ParlaCLARIN III at LREC2022 - Workshop on Creating, Enriching and Using Parliamentary Corpora

Monday, 20 June 2022 , All day

General Information

Title: ParlaCLARIN III at LREC2022 - Workshop on Creating, Enriching and Using Parliamentary Corpora

Date: To be held as part of the 13th edition of the Language Resources and Evaluation Conference (LREC), at the Palais du Pharo, Marseille, France (20–25 June 2022).

Time: Full day on Monday 20 June

Location: Palais du Pharo, Old Palace Level 1, Room: Grand Large (floor map)

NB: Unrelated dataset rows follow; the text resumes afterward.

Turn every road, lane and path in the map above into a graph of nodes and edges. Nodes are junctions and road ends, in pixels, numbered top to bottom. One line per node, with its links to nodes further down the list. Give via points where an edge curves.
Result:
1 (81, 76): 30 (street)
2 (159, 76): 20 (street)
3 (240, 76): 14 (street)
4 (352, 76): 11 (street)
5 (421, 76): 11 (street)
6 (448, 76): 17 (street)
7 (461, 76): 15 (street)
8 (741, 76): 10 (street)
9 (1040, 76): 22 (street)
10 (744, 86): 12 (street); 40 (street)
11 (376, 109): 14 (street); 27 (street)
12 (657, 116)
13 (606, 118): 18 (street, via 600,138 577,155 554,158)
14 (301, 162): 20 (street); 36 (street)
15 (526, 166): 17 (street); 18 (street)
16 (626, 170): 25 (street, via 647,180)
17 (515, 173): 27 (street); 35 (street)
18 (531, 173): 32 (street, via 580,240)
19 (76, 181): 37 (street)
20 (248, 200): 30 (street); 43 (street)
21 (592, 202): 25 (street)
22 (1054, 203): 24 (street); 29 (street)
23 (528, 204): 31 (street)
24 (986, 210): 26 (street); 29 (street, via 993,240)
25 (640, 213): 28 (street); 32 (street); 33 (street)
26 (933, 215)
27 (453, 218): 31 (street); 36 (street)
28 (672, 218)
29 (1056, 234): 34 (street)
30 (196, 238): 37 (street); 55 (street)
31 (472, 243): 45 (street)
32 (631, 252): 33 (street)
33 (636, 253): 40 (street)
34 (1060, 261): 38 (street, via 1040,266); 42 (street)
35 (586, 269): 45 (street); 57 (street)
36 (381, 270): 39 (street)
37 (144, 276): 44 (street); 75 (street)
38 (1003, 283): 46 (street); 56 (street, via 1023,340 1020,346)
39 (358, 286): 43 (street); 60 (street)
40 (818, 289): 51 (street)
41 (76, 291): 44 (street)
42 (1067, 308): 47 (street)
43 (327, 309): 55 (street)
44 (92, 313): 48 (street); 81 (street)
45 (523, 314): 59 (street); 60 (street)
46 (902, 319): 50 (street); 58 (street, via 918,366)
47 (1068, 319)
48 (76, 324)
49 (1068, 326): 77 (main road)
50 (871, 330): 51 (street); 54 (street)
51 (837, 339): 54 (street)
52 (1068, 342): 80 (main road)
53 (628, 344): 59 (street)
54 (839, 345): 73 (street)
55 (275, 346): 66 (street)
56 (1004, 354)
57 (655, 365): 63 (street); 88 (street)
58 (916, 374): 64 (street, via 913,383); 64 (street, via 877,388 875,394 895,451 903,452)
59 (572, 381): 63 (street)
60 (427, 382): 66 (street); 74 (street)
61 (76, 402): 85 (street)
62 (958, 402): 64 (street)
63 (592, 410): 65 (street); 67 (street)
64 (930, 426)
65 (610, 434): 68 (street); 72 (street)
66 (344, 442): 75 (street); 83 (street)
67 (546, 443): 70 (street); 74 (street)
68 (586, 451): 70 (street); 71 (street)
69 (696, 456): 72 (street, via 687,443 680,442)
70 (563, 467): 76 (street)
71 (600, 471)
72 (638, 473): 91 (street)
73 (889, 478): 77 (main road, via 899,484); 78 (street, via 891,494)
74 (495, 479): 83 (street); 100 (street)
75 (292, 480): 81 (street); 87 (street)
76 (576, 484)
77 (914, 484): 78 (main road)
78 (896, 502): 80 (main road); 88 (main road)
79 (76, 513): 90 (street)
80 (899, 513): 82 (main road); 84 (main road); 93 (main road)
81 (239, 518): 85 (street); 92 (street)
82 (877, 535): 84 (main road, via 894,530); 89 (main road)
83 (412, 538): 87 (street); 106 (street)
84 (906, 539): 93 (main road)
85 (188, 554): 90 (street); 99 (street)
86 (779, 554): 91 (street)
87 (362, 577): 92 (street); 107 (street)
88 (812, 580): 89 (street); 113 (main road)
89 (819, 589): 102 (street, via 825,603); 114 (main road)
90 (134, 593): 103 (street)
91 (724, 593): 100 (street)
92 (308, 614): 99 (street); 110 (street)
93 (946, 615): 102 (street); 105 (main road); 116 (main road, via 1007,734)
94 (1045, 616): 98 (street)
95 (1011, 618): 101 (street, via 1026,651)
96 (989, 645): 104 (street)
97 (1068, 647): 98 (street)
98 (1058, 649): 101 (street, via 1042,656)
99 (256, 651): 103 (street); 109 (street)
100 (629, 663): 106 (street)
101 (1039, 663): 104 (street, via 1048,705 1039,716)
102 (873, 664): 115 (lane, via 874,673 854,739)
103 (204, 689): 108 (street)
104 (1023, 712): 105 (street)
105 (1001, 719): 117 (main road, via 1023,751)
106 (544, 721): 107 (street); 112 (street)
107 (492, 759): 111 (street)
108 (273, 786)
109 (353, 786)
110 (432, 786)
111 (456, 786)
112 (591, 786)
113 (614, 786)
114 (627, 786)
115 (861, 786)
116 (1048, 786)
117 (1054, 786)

Twitter Hashtag: #ParlaCLARINIII

Proceedings | Programme with proceedings |

Workshop Description

Parliamentary data is an important source of scholarly and socially relevant content, serving as a verified communication channel between the elected political representatives and members of the society. The development of accessible, comprehensive and well-annotated parliamentary corpora is therefore crucial for the information society, as such corpora help scientists and investigative journalists to ascertain the accuracy of socio-politically relevant information, and to inform the citizens about the trends and insights on the basis of such data explorations. Research-wise, parliamentary corpora are a quintessential resource for a number of disciplines in digital humanities and social sciences, such as political science, sociology, history, and (socio)linguistics.

The distinguishing characteristic of parliamentary data is that it is spoken language produced in controlled circumstances. Such data has traditionally been transcribed in a formal way but is now also increasingly released in the original audio and video formats, which encourages resource and software development and provides research opportunities related to structuring, synchronisation, visualisation, querying and analysis of parliamentary corpora. Therefore, a harmonised approach to data curation practises for this type of data can support the advancement of the field significantly. One of the ways in which the research community is supported in this line of work is through the conversion of existing corpora and further development of new cross-national parliamentary corpora into a highly comparable, harmonised set of multilingual resources. These allow researchers to share comparative perspectives and to perform multidisciplinary research on parliamentary data. We envision that the ParlaCLARIN III workshop, as a venue for knowledge and experience exchange on the topic, will contribute to the development and growth of the field of digital parliamentary science.

This third ParlaCLARIN workshop is a continuation of the 2018 and 2020 editions held at the respective LREC conferences. On the one hand, it continues to bring together developers, curators and researchers of regional, national and international parliamentary debates from across diverse disciplines in the Humanities and Social Sciences. On the other hand, we envisage the appearance of new discussion threads, tasks, and challenges that are partially inspired by or related to the new data releases such as ParlaMint and data formats such as Parla-CLARIN.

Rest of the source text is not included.